Stored data entries
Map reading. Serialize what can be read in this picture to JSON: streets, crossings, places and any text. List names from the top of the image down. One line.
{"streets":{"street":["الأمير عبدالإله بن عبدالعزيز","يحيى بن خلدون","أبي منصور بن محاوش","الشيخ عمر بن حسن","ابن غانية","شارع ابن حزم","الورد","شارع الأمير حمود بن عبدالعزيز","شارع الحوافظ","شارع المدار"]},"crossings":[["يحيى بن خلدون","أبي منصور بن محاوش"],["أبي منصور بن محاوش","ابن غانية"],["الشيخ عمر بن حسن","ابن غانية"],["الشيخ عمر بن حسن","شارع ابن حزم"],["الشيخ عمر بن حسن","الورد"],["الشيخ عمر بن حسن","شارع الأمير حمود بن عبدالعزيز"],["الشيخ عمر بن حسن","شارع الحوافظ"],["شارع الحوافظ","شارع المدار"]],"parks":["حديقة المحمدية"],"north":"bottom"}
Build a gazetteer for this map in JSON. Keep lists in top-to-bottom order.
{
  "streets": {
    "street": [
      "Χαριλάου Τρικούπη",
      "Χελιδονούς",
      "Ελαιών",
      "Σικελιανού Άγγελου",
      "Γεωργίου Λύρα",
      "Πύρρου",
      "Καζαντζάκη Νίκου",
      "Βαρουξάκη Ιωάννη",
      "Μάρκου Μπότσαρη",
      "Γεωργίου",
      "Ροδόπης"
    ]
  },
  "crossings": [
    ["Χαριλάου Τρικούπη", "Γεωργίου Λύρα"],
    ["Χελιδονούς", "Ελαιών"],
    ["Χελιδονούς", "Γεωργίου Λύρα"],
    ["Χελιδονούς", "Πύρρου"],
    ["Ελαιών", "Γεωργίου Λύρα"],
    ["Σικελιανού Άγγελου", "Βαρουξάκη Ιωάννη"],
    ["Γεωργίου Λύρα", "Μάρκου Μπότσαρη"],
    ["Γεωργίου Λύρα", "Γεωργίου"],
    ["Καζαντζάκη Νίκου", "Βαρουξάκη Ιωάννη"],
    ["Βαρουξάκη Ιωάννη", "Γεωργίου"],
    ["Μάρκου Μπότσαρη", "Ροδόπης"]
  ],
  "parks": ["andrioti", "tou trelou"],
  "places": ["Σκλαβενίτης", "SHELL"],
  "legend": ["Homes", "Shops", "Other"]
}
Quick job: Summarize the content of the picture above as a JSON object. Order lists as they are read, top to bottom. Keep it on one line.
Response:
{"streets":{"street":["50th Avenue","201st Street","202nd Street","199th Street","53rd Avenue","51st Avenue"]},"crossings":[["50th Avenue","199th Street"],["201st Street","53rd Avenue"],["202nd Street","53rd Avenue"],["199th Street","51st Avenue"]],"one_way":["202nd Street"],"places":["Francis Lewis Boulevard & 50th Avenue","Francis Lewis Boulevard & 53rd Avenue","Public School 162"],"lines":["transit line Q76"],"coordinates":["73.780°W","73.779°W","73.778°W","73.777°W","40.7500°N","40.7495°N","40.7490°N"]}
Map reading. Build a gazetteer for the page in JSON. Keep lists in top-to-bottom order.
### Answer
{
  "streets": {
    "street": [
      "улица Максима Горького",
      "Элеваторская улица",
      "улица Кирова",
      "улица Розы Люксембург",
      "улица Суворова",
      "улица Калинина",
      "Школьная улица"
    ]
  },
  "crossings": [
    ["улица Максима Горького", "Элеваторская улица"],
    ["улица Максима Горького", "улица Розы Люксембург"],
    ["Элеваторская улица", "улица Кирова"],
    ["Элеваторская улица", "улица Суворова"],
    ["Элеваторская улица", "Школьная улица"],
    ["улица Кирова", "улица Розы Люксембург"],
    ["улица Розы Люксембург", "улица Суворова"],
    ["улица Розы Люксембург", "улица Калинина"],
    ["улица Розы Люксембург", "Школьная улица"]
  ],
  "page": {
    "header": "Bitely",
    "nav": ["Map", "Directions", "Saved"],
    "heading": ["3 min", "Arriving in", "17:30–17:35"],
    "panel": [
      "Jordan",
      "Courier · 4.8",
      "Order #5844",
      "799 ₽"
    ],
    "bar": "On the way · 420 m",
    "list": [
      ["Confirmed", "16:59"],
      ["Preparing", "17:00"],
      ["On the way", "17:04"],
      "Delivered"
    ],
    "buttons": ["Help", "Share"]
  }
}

● **Exercise aim**
Among the records above, find each line holding the string "Keep" and pull it out.

● **Your response**
Build a gazetteer for this map in JSON. Keep lists in top-to-bottom order.
Quick job: Summarize the content of the picture above as a JSON object. Order lists as they are read, top to bottom. Keep it on one line.
Map reading. Build a gazetteer for the page in JSON. Keep lists in top-to-bottom order.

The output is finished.